À la différence de sa sœur Cristina, on ne lui connaît aucun accident de parcours, aucune grossière erreur. À 46 ans, ce bon père de famille (il est marié à l’ex-journaliste Letizia Ortiz, avec qui il a eu deux filles, Leonor et Sofía) n’est associé à aucun scandale, ni même à une vulgaire affaire de mœurs. Un passé limpide, immaculé.
Depuis sa tendre jeunesse, don Felipe a été programmé pour être monarque. Une enfance ultra-protégée dans le parc boisé du Pardo, au nord-ouest de Madrid (où se trouve la Zarzuela, la résidence royale) ; une adolescence voyageuse, mais toujours encadrée par ses précepteurs ; des études dans les meilleures universités : l’UAM de Madrid, puis celle de Georgetown à Washington ; enfin, un passage pendant trois ans dans les meilleures académies militaires, en particulier celle de Saragosse, en Aragon. «Le moindre de ses gestes a été étudié pour qu’il puisse exercer en tant que professionnel la fonction royale, dit de lui la spécialiste Pilar Urbano. De tous les Bourbons, c’est certainement le mieux préparé de tous.»

«Formaté»
Autant son père est apprécié de ceux qui ont connu la dictature – et savent le prix de la liberté -, autant le quadra Felipe est en phase avec son temps. Amoureux de technologie, de vitesse, il a une bonne image auprès des jeunes générations – une bonne moitié des moins de 35 ans lui vouent une certaine estime, alors qu’à leurs yeux toutes les institutions ont perdu leur crédibilité.
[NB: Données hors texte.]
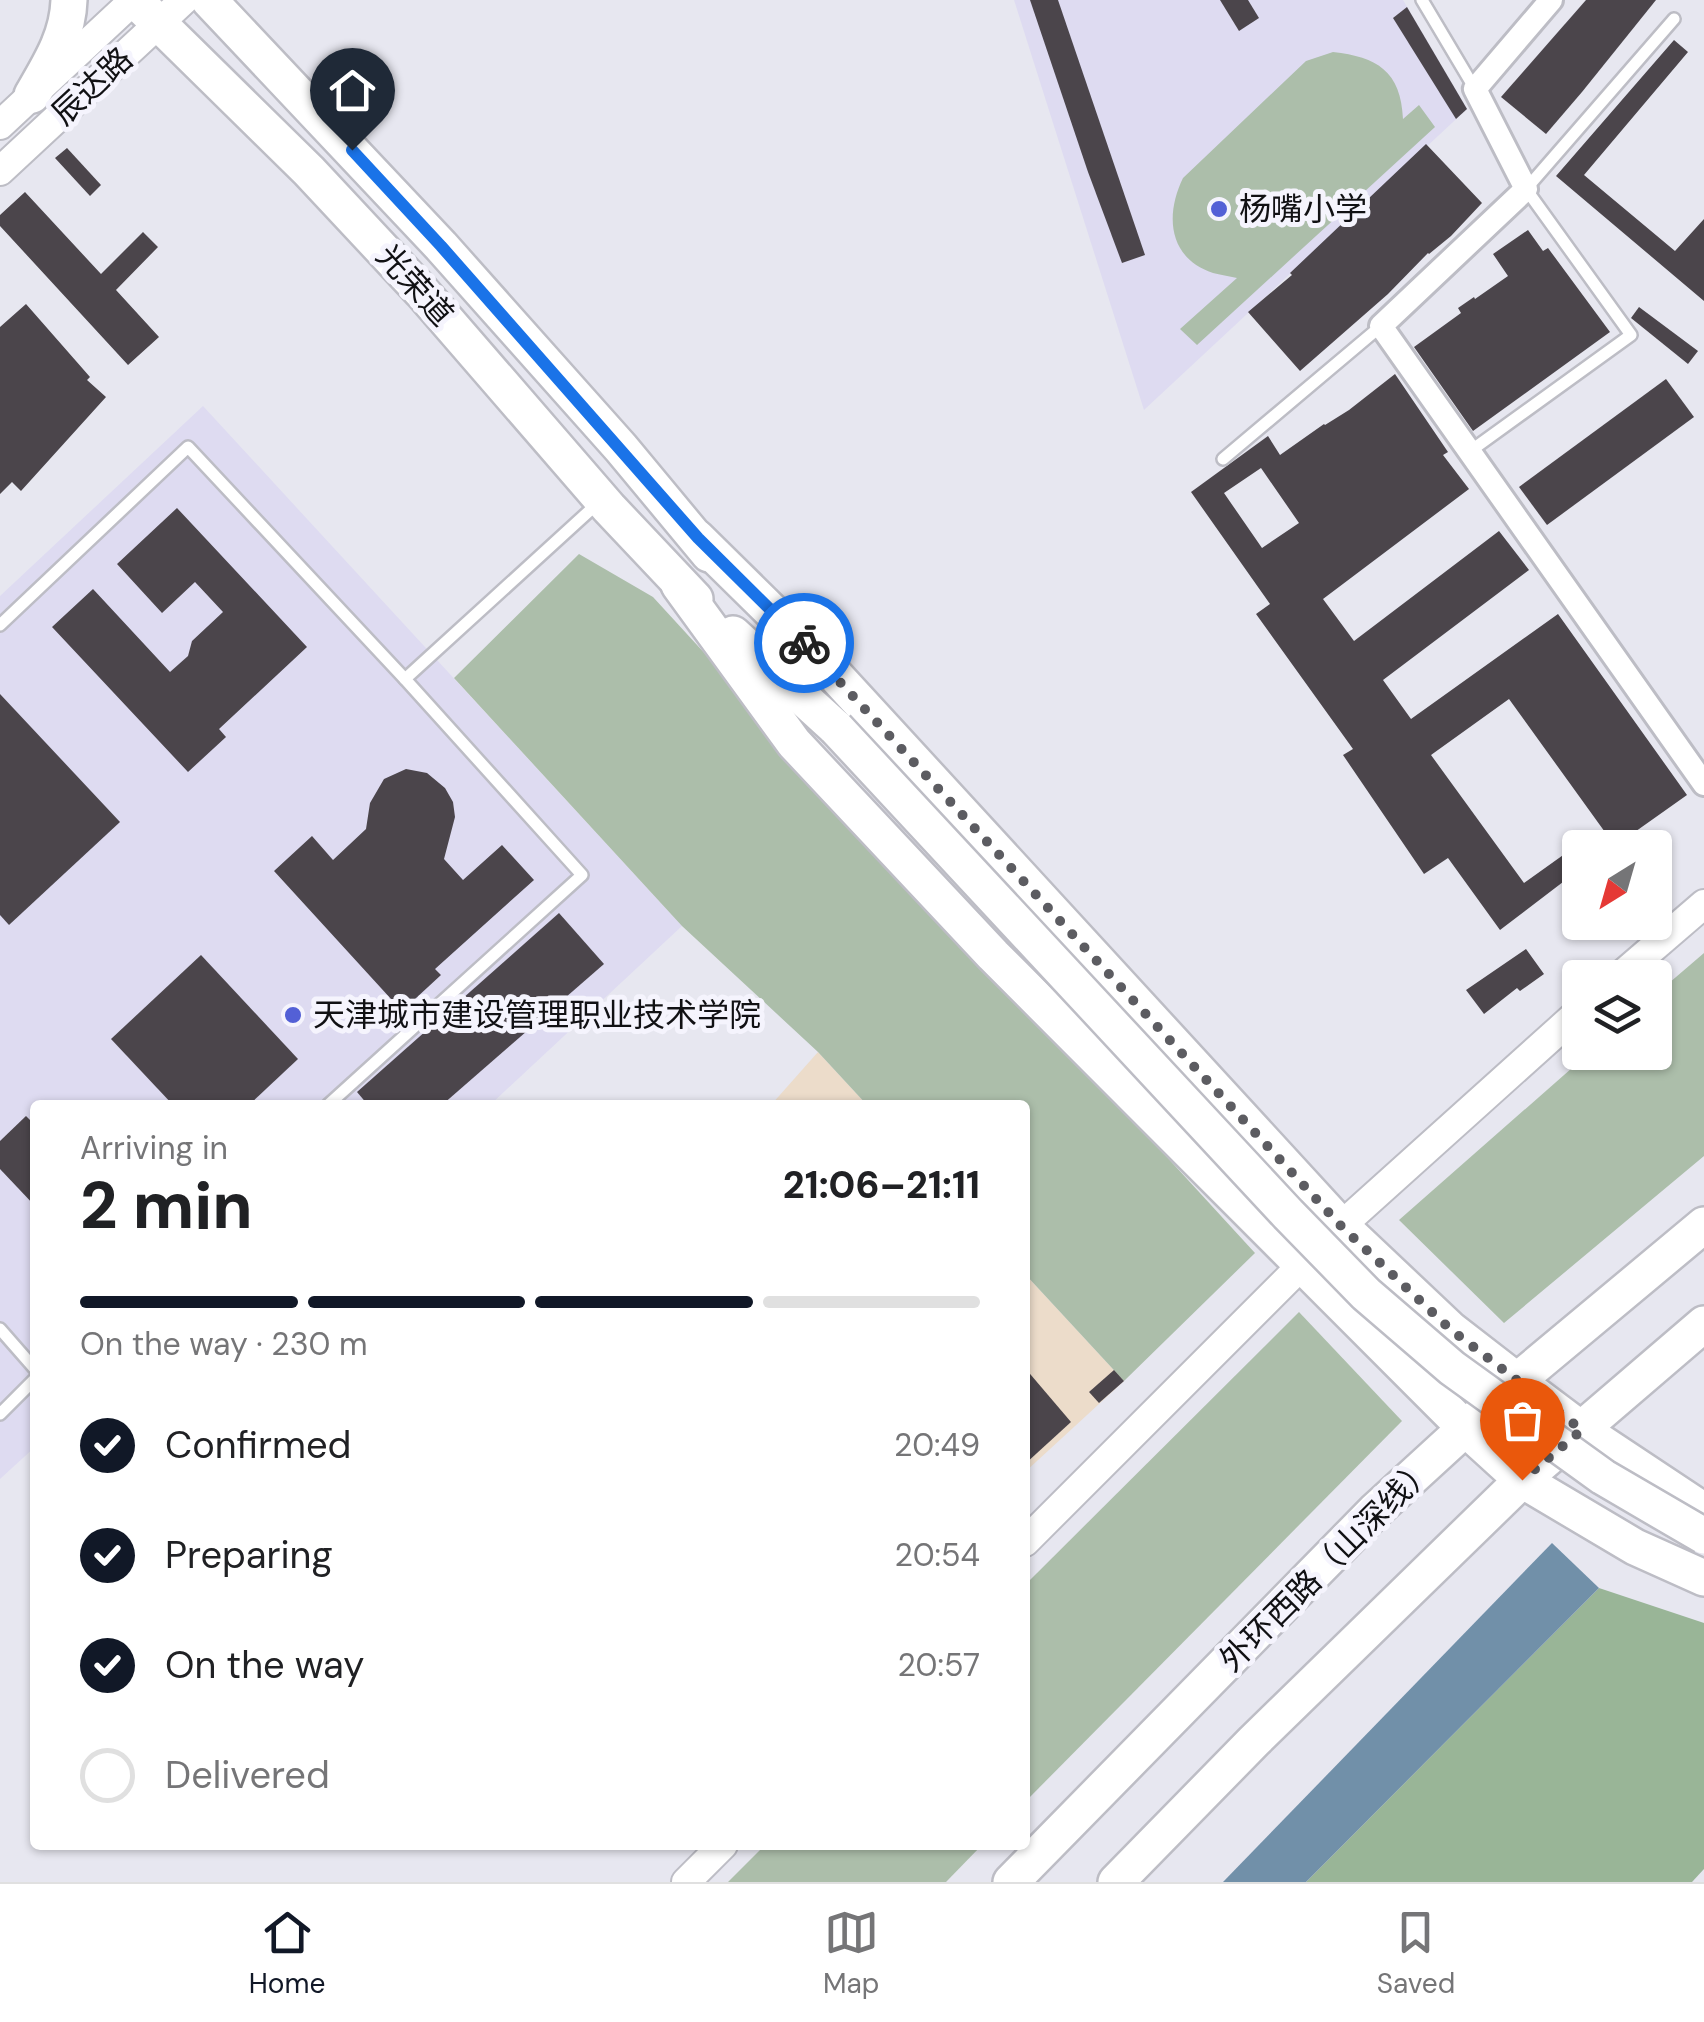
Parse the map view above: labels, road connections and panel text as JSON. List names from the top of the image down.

Parallèlement, ce sportif qui adore suivre les compétitions officielles (il est fan de la Roja, l’équipe nationale de football) et se montre un assidu des régates de voile, est d’ores et déjà pris au sérieux par les grands de ce monde. Depuis une bonne décennie, il remplace souvent son père pour représenter son pays, aussi bien pour présenter la candidature olympique de Madrid – sans succès – qu’au cours des sommets ibéro-américains.
Quoique bien «formaté» pour son nouvel emploi, «Felipe VI» aura fort à faire. Il lui faudra tout d’abord redorer le blason d’une institution discréditée, prouver que la monarchie espagnole n’est pas obsolète et savoir faire face au sentiment républicain montant- environ 36 % des Espagnols, selon un récent sondage de l’institut Sigma Dos.
Longtemps perçue comme exemplaire, la monarchie est aujourd’hui reléguée – au même titre que «les politiciens», «le Parlement» ou la «justice» – au rang des entités corrompues ou inefficaces. À lui de prouver qu’il peut corriger cette image et obtenir la même légitimité que son père a gagnée dans les années 1980 et 1990, phare respecté de la fragile démocratie espagnole.